* **Your instructions**: Filter the entries that follow, copying every line in which the word "solid" appears.
========
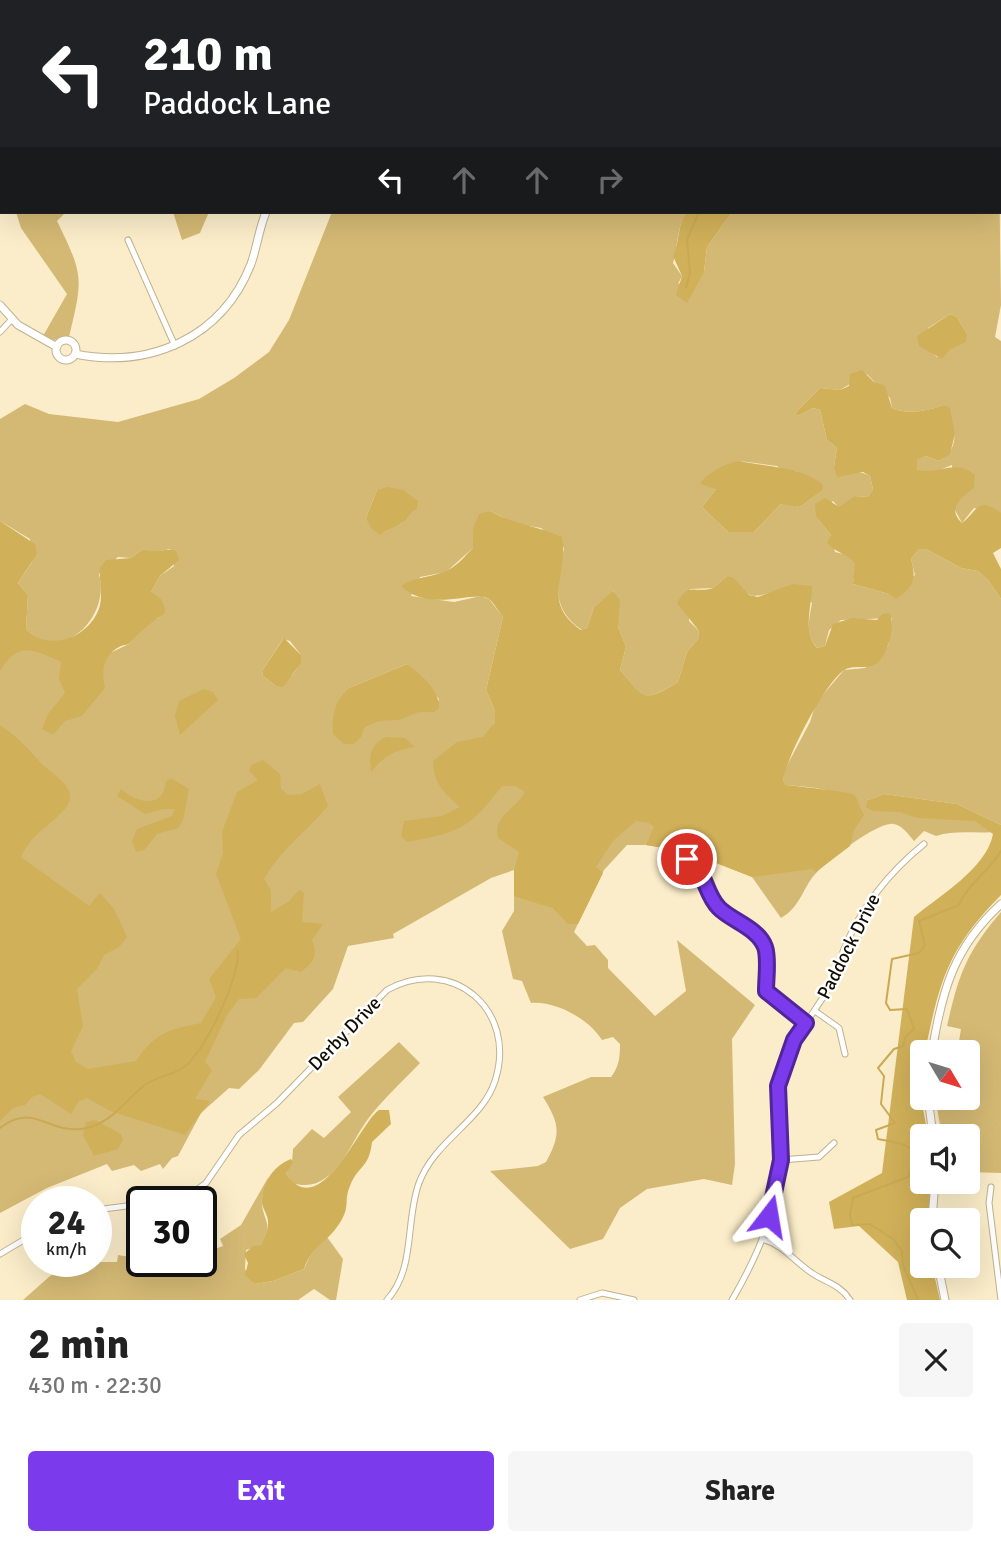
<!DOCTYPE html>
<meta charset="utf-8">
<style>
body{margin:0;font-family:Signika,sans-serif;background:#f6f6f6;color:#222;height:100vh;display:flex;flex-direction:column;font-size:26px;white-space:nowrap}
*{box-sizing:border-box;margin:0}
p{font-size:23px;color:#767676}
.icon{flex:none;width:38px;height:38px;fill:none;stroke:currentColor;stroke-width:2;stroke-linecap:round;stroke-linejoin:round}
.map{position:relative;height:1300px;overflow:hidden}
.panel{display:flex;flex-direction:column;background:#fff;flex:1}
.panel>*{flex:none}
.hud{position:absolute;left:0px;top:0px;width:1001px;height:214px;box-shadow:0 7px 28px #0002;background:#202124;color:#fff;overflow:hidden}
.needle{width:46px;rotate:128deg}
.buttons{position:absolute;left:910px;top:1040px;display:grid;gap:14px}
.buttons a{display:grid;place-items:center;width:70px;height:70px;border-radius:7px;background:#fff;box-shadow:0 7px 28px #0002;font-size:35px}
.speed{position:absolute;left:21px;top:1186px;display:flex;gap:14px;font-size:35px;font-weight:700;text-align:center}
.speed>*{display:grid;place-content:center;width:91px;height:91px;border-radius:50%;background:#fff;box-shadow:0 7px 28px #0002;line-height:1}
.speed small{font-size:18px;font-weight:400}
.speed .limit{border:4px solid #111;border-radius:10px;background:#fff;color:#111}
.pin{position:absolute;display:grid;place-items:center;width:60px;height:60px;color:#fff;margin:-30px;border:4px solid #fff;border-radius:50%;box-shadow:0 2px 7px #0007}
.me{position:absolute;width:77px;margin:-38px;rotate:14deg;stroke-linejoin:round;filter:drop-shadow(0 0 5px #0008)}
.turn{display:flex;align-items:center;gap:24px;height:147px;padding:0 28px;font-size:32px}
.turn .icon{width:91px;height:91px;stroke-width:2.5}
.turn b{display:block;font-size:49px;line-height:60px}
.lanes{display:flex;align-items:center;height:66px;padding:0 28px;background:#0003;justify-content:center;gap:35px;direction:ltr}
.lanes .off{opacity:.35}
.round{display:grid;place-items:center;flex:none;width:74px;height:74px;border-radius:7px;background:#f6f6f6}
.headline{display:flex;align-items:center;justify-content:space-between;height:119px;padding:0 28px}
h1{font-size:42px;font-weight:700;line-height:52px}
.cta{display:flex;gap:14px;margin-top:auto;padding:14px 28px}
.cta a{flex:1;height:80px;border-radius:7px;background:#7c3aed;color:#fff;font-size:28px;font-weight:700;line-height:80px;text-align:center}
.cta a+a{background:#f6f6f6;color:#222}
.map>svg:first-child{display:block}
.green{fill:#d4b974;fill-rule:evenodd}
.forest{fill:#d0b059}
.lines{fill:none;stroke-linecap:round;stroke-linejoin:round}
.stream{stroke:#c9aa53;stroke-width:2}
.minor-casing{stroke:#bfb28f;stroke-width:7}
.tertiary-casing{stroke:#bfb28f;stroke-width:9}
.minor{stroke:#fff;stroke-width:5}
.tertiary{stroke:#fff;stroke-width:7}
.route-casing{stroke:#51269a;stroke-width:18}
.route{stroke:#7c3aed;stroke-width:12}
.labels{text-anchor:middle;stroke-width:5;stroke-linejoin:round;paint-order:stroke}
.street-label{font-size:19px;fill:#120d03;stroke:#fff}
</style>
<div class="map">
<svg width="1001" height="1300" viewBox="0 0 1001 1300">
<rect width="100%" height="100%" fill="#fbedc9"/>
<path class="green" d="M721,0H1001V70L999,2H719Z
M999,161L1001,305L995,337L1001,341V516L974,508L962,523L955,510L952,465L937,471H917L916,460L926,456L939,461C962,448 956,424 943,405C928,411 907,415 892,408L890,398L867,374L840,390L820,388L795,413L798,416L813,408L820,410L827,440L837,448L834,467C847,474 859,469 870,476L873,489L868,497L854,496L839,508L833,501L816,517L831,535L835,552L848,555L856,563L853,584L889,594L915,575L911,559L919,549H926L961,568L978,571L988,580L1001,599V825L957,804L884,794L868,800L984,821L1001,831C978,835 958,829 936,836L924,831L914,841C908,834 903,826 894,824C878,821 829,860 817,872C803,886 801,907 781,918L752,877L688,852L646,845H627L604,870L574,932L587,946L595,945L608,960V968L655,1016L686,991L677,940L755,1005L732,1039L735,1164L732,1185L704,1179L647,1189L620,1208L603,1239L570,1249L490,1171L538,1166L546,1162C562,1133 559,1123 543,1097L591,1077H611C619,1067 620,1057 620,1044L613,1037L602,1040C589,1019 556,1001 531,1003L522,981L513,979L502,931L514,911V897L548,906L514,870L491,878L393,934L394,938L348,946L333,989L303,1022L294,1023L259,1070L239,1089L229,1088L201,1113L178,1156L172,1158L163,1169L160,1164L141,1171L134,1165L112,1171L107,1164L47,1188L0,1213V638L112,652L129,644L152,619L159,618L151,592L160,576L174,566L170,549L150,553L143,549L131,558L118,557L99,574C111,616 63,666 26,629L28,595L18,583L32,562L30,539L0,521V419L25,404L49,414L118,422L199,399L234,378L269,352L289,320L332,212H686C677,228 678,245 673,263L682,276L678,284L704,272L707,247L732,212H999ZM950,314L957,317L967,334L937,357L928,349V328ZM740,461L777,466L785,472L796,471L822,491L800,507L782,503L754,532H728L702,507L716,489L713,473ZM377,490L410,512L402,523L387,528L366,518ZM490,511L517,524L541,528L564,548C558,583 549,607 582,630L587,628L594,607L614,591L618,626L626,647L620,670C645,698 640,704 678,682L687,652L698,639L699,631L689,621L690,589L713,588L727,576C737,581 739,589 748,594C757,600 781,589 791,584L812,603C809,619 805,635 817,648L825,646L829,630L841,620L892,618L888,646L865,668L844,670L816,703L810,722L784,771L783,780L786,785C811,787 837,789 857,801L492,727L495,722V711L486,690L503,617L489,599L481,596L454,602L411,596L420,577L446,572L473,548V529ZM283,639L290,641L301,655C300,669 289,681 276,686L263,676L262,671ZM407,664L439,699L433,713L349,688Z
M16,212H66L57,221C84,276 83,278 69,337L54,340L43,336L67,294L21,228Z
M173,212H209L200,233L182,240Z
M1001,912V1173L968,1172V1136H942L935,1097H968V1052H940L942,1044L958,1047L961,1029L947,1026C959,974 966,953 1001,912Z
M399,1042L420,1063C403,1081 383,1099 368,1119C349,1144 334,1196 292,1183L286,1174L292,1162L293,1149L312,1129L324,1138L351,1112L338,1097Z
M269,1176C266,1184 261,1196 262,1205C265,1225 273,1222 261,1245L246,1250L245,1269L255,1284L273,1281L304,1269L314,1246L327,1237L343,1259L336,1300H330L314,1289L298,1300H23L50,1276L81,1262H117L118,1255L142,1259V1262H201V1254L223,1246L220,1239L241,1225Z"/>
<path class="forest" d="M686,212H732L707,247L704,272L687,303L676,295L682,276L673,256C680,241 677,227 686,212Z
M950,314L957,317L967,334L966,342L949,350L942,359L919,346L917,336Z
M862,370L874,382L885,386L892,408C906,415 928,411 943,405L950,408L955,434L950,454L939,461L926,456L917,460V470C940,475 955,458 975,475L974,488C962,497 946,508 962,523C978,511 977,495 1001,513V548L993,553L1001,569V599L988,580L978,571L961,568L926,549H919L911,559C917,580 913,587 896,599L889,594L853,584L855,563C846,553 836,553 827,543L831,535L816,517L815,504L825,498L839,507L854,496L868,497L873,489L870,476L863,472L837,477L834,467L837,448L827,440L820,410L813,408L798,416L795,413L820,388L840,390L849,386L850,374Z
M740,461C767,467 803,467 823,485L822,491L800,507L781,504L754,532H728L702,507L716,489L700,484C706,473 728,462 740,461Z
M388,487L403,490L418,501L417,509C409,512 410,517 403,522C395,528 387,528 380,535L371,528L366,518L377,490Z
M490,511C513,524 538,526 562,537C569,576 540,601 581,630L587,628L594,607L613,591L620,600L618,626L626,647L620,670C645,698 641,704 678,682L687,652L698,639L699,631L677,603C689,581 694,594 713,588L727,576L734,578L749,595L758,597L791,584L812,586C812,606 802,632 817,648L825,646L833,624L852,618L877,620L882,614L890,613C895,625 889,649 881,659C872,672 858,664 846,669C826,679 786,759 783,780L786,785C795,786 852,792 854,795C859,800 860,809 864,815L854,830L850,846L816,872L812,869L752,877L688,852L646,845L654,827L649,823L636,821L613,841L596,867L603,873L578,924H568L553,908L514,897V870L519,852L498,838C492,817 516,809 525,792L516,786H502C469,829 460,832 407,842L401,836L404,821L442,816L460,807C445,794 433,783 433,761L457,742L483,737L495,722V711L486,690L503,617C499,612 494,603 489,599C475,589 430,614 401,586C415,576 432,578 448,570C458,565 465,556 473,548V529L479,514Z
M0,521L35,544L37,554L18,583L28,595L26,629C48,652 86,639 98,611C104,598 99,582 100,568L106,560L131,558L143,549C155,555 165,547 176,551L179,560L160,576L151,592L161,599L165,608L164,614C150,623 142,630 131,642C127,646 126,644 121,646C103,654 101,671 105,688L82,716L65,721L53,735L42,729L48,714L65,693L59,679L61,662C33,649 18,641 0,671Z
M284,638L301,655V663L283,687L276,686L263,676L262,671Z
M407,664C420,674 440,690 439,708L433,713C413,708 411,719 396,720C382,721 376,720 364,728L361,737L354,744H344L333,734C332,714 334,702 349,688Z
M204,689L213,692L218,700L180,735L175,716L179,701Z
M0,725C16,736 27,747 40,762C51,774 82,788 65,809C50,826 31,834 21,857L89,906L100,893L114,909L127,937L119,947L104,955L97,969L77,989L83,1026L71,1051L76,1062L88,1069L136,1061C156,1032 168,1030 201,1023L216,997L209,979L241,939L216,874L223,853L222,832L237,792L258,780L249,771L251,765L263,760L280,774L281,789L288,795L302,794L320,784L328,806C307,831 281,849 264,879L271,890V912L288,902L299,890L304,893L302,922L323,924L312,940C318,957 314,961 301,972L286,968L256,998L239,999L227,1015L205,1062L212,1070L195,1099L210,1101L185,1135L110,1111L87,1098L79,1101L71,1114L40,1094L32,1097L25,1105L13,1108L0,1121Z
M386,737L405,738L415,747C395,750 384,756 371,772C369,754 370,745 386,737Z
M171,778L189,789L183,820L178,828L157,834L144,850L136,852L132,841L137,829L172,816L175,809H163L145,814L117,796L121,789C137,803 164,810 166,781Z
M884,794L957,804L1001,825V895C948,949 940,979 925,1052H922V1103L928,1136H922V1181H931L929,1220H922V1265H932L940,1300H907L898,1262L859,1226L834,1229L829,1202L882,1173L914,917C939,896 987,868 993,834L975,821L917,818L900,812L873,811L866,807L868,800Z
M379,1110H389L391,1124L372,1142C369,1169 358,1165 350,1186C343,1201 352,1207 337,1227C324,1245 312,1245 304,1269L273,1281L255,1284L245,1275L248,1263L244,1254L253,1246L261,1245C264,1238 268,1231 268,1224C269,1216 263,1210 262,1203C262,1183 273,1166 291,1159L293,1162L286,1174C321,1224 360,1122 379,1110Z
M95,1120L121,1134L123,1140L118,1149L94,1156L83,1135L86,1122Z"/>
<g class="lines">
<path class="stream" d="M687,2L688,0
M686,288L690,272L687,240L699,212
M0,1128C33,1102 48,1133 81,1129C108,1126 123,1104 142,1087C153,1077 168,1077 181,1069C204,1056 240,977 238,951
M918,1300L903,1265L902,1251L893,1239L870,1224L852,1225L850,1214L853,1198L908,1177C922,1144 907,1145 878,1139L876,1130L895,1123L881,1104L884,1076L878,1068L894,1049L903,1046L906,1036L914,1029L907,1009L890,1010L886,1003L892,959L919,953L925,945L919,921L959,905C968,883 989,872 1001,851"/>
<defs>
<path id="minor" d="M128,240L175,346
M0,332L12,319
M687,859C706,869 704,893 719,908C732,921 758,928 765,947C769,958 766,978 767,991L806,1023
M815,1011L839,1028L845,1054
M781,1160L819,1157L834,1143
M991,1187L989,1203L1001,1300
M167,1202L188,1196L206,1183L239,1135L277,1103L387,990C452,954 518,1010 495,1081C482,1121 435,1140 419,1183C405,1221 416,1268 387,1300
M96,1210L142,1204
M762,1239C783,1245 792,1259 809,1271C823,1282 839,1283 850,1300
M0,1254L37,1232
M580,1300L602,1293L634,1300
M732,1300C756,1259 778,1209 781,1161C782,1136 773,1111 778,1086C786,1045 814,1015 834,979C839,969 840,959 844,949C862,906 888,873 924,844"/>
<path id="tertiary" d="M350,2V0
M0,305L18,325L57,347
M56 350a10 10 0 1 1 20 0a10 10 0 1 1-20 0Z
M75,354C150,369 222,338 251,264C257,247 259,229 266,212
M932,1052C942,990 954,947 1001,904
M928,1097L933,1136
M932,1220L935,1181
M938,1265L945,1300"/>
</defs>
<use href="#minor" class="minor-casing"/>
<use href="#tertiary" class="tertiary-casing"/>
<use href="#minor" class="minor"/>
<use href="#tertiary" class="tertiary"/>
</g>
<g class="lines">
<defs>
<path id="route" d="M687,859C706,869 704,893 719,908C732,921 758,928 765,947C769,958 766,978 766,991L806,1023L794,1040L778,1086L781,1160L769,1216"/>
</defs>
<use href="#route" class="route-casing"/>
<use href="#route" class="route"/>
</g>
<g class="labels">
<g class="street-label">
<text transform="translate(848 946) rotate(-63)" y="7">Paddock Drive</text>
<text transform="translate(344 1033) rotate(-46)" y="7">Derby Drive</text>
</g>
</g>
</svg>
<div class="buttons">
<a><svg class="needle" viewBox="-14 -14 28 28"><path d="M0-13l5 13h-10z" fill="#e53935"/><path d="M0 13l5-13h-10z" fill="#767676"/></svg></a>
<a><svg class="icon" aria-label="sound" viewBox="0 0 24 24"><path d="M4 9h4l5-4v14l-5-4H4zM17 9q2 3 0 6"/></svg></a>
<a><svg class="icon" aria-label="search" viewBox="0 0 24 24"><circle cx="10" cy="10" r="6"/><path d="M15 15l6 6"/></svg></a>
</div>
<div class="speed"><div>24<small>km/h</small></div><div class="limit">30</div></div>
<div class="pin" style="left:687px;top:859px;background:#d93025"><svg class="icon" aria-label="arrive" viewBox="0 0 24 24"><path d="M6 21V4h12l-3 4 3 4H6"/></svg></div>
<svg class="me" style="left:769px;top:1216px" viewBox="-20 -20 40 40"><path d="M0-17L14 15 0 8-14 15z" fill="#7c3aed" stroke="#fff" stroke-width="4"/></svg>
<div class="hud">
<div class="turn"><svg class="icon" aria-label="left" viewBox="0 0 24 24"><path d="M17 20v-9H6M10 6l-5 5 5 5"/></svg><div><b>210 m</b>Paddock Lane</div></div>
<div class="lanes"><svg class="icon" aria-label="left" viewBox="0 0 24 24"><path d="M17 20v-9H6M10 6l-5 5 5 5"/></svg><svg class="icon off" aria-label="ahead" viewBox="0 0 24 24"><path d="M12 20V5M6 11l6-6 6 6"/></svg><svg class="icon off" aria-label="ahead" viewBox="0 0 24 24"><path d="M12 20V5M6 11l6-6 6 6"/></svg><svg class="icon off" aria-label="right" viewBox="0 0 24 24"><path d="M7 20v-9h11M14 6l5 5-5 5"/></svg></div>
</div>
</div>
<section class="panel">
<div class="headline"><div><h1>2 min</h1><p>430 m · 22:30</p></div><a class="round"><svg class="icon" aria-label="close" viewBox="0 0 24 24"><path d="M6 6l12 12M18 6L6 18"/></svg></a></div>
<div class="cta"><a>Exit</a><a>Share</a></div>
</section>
========
* **Exercise result**:
.speed .limit{border:4px solid #111;border-radius:10px;background:#fff;color:#111}
.pin{position:absolute;display:grid;place-items:center;width:60px;height:60px;color:#fff;margin:-30px;border:4px solid #fff;border-radius:50%;box-shadow:0 2px 7px #0007}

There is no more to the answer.